Internet VPNs have been a feature of many global enterprise WANs for the last 10 years. In aprevious articleI mentioned that this technology is often used out of necessity, with cost pressure forcing enterprises to just deal with Internet performance limitations.
With increasing interest in Software Defined WAN (SD-WAN) recently, many use cases have been proposed by vendors and early enterprise adopters alike. However, it is today's site-to-site Internet VPNs that should be seen as the 'low-hanging fruit' for initial SD-WAN deployments. Moving to a software-defined solution results in a topology that should be very familiar to enterprises with existing VPN deployments, while solving some of the bigger performance and management issues.
Getting organized with profiles and templates
One major limitation of traditional networks is that they are based on individual device configurations, and the concept of life cycle management doesn't really exist. Sophisticated enterprises often use third-party tools to centralize configuration management, implement version control, and use templates, but organically growing Internet VPNs in the network are often forgotten.
Most SD-WAN solutions address this by establishing a hierarchical, template-driven structure for the network in the orchestrator by default. You start by defining what each site type should look like in advance - single or dual WAN connections, VLAN settings for voice/data, SSID for internal and guest Wi-Fi, etc. Then you establish enterprise-wide settings like QoS schemes, firewall policies and private IP subnet ranges for LANs. Once this is in place, creating new sites or changing existing sites requires a minimal amount of site-specific effort. This is what is making SD-WAN intriguing for retailers; 1,000 very similar stores can be defined once and then kept perfectly in sync as business policies change.

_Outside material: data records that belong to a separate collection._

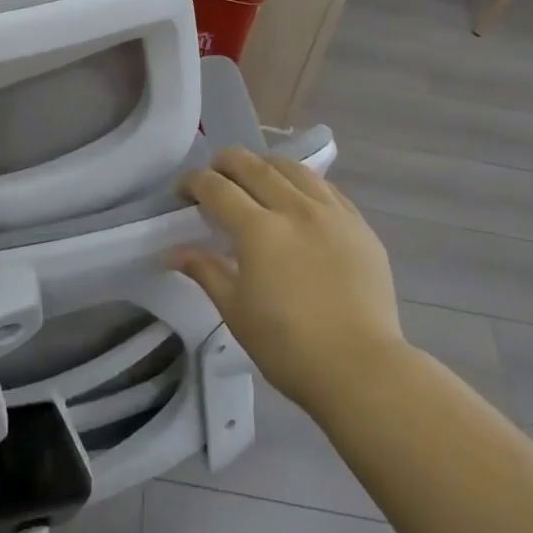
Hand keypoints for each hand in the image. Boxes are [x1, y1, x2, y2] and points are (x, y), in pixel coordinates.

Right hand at [171, 149, 406, 416]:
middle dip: (225, 164)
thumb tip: (171, 252)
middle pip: (254, 166)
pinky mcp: (359, 225)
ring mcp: (332, 213)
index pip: (217, 188)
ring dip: (265, 165)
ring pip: (293, 168)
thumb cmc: (288, 346)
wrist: (361, 368)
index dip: (193, 183)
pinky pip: (326, 187)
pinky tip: (298, 198)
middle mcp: (295, 209)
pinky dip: (302, 183)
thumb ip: (205, 271)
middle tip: (214, 177)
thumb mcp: (236, 310)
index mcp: (259, 230)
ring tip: (256, 179)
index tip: (182, 192)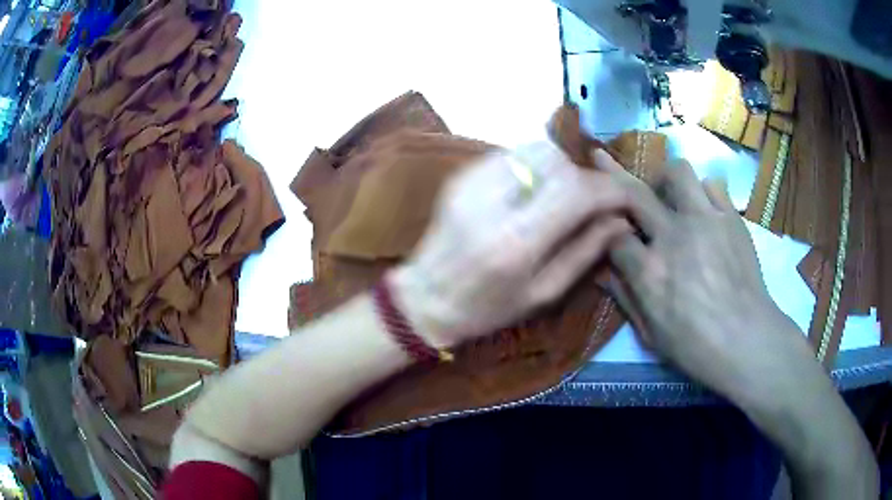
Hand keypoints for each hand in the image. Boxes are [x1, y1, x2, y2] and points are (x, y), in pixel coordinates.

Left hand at [391, 141, 632, 348]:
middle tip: (592, 201)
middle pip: (556, 160)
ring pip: (534, 149)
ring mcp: (472, 181)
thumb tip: (620, 221)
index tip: (625, 198)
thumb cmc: (487, 308)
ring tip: (563, 197)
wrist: (425, 298)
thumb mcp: (544, 293)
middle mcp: (493, 201)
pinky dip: (534, 166)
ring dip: (559, 168)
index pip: (575, 191)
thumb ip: (585, 252)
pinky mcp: (462, 174)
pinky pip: (511, 153)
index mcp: (516, 241)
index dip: (609, 189)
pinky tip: (533, 191)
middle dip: (584, 176)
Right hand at [596, 150, 816, 404]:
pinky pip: (712, 185)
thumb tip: (601, 271)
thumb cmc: (695, 347)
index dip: (608, 233)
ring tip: (669, 196)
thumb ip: (625, 297)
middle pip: (633, 191)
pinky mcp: (731, 217)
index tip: (612, 236)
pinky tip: (704, 211)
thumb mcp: (650, 334)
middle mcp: (672, 235)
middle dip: (612, 174)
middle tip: (602, 161)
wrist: (747, 340)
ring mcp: (705, 220)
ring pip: (677, 171)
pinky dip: (703, 193)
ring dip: (667, 180)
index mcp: (649, 270)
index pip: (614, 234)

Is this completely new? Definitely not; automation tools have been available for years on traditional networks. Packaging it up into a turnkey solution is a helpful approach, though - especially when combined with some performance-improvement features.

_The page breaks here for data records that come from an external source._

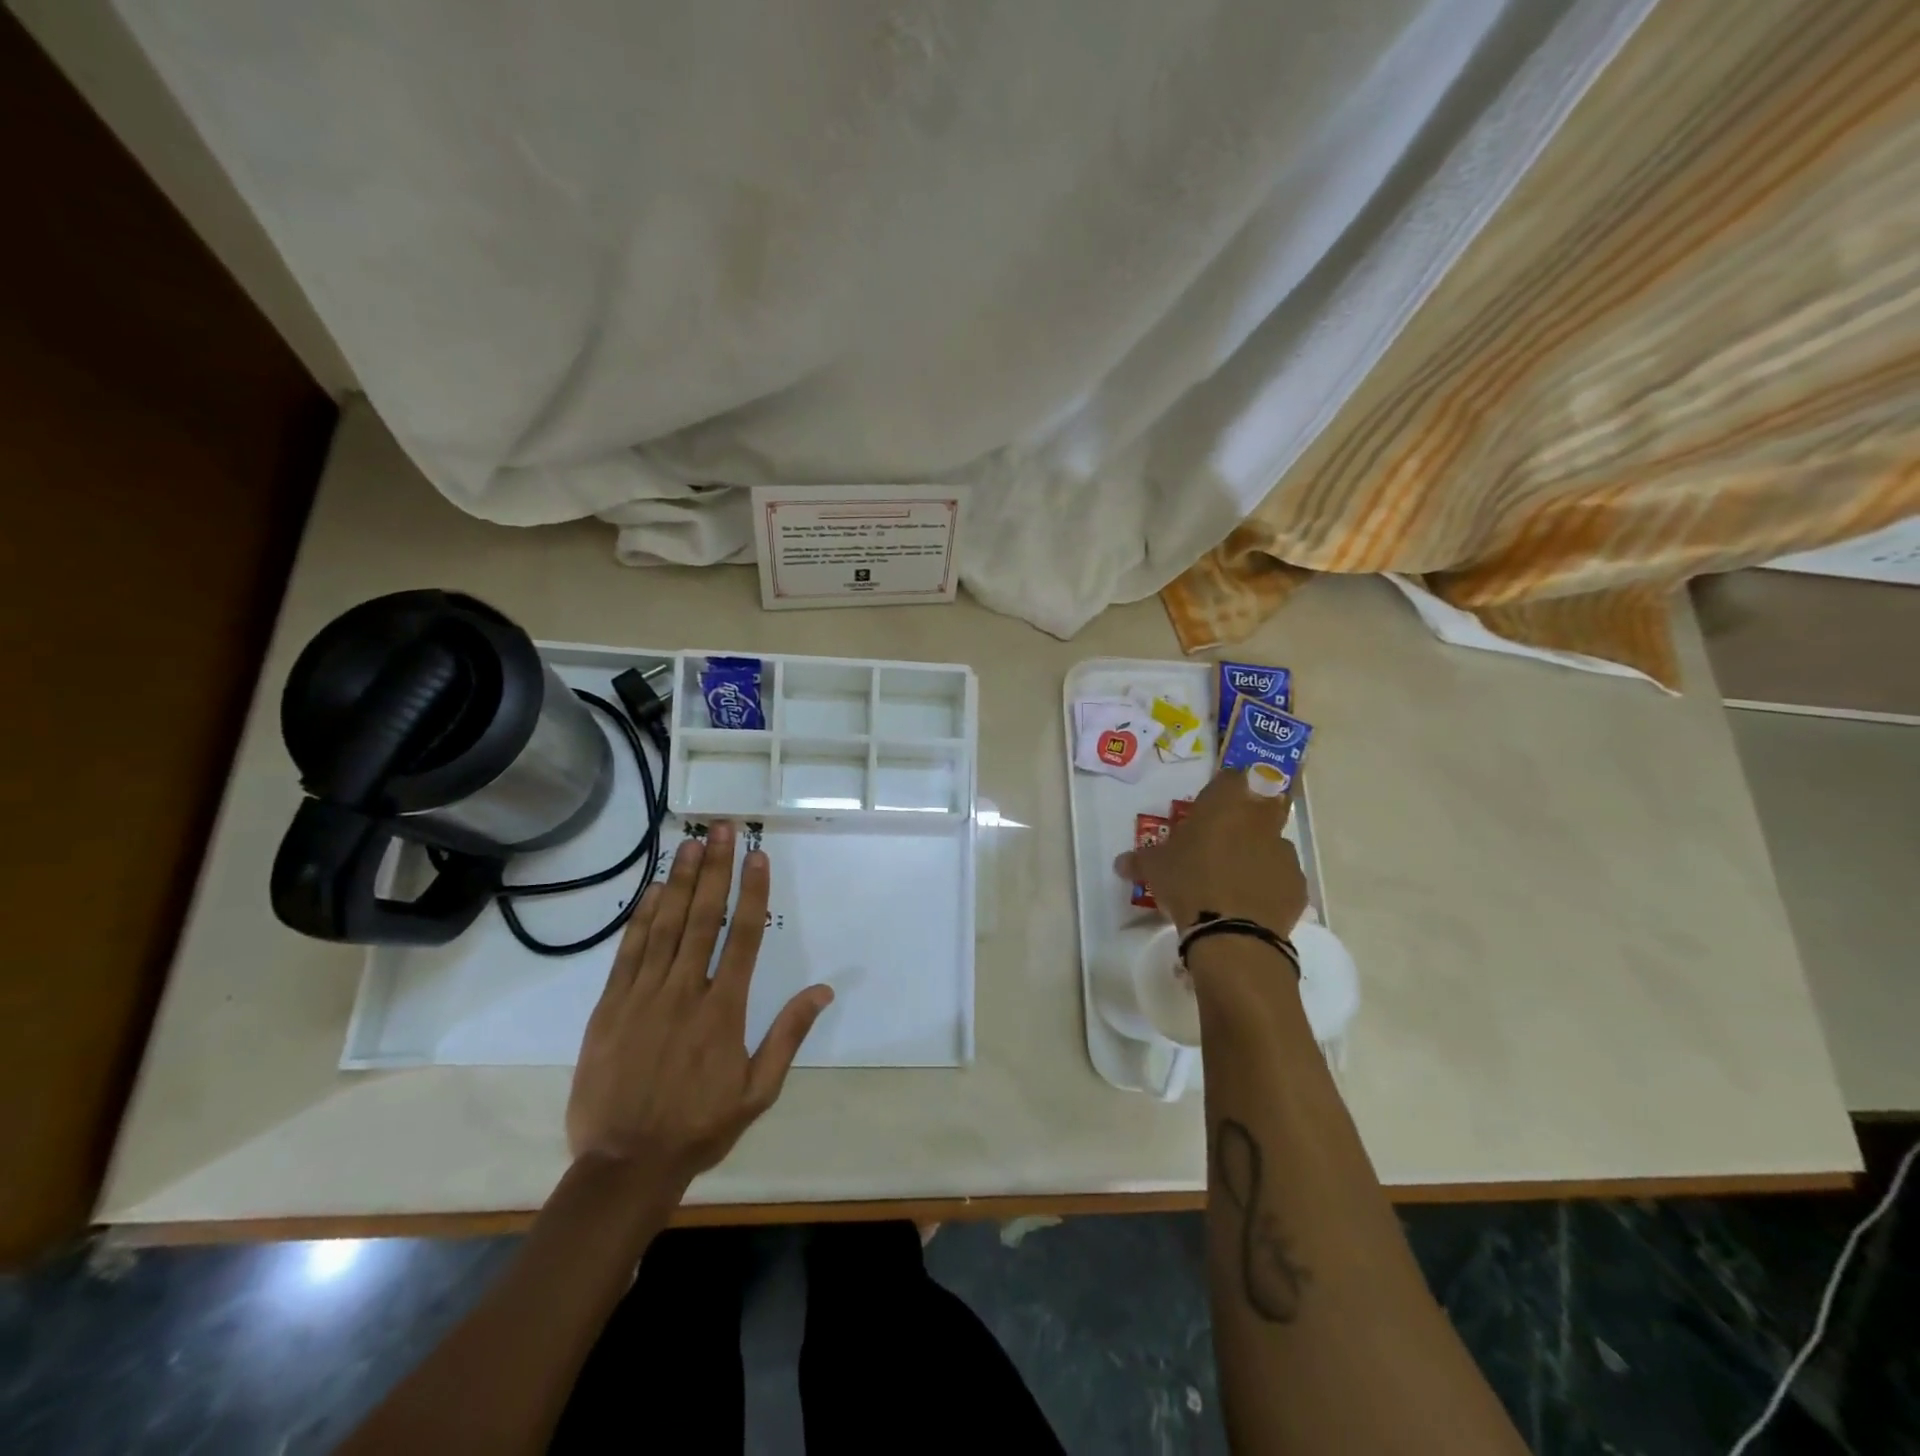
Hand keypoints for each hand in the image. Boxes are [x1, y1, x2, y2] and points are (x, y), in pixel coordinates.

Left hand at [566, 821, 832, 1188]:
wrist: (624, 1165)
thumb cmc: (699, 1127)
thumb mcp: (757, 1091)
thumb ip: (788, 1036)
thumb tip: (823, 990)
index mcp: (724, 1011)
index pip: (743, 937)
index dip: (751, 893)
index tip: (757, 856)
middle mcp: (684, 992)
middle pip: (703, 918)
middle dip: (715, 870)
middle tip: (723, 829)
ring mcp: (643, 996)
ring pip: (665, 926)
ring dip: (679, 881)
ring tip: (691, 843)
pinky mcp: (610, 1007)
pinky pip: (629, 952)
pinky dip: (641, 918)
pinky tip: (651, 890)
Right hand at [1115, 769, 1308, 936]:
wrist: (1233, 933)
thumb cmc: (1188, 884)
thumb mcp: (1154, 869)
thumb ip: (1139, 860)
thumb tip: (1121, 862)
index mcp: (1225, 805)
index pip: (1230, 777)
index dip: (1220, 790)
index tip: (1207, 808)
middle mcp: (1260, 820)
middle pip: (1264, 802)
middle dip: (1247, 816)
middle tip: (1225, 837)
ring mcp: (1284, 852)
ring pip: (1272, 843)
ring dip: (1257, 853)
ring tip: (1235, 878)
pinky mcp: (1297, 885)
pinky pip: (1282, 877)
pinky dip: (1269, 884)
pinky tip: (1250, 903)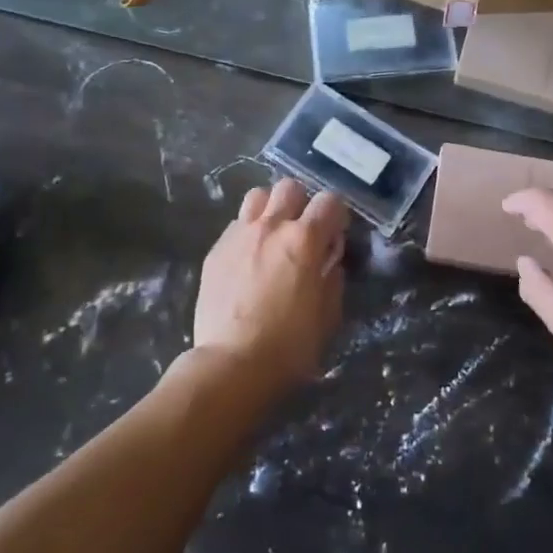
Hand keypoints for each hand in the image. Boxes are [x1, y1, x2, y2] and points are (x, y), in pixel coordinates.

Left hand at [192, 178, 348, 393]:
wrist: (231, 364)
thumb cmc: (289, 345)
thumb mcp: (328, 315)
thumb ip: (332, 278)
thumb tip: (329, 260)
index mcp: (304, 239)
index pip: (329, 201)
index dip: (337, 214)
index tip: (335, 234)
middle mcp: (271, 227)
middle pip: (290, 187)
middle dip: (302, 203)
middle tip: (303, 230)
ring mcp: (239, 235)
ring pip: (257, 196)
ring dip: (270, 209)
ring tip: (272, 234)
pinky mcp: (215, 251)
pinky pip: (235, 225)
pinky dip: (247, 232)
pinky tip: (248, 258)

Addressing link quality issues
VPNs are great when they work. The problems start when sites are in regions with poor-quality connectivity, and they are compounded when the enterprise wants to deliver high-quality voice, video, and other business-critical traffic to the site using this infrastructure.
One of the most compelling features of some SD-WAN solutions is the ability to separate the underlying infrastructure from the overlay network. This allows multiple types of connectivity to be plugged in - maybe a business-grade ADSL2+ circuit to start with, as well as a cable modem link and perhaps a 4G/LTE service also - but operate the network without worrying about which packets are being routed over each link.
The software platform is aware of the pool of connectivity. It continuously measures the performance and throughput available over each path, and makes a decision on a per-packet basis, taking QoS settings into account and duplicating critical packets across circuits if needed. It's still the Internet, but now there is a level of active traffic steering and management that can make the solution a viable option for more applications. If a link goes down or is performing too poorly, it just drops out of the available pool until it is restored.
The tools to understand what's going on
Visibility is another area where the packaged approach of SD-WAN solutions can be appealing to enterprises. There are certainly ways to get detailed visibility of application-level traffic flows in Internet VPNs, but they usually require third-party software, server infrastructure, and all the usual patch management and maintenance to keep them functional. Almost all SD-WAN offerings include built-in visibility of usage levels and performance on the network, and several combine this with an application database that includes hundreds or even thousands of traffic signatures. This can be a valuable troubleshooting and capacity management tool for an over-stretched IT team.
The next VPN
Looking at the SD-WAN feature set as a whole, it's easy to see why enterprises are already finding it compelling as a VPN replacement. Some of the 'challenger' vendors in this space have priced their solutions at a point that is comparable to the maintenance of traditional VPN routers, which can help with the business case. If you have some problem sites on VPN in a traditional network today, it could be worth evaluating SD-WAN as a potential solution to some of these issues - and then see if the technology also makes sense at other sites.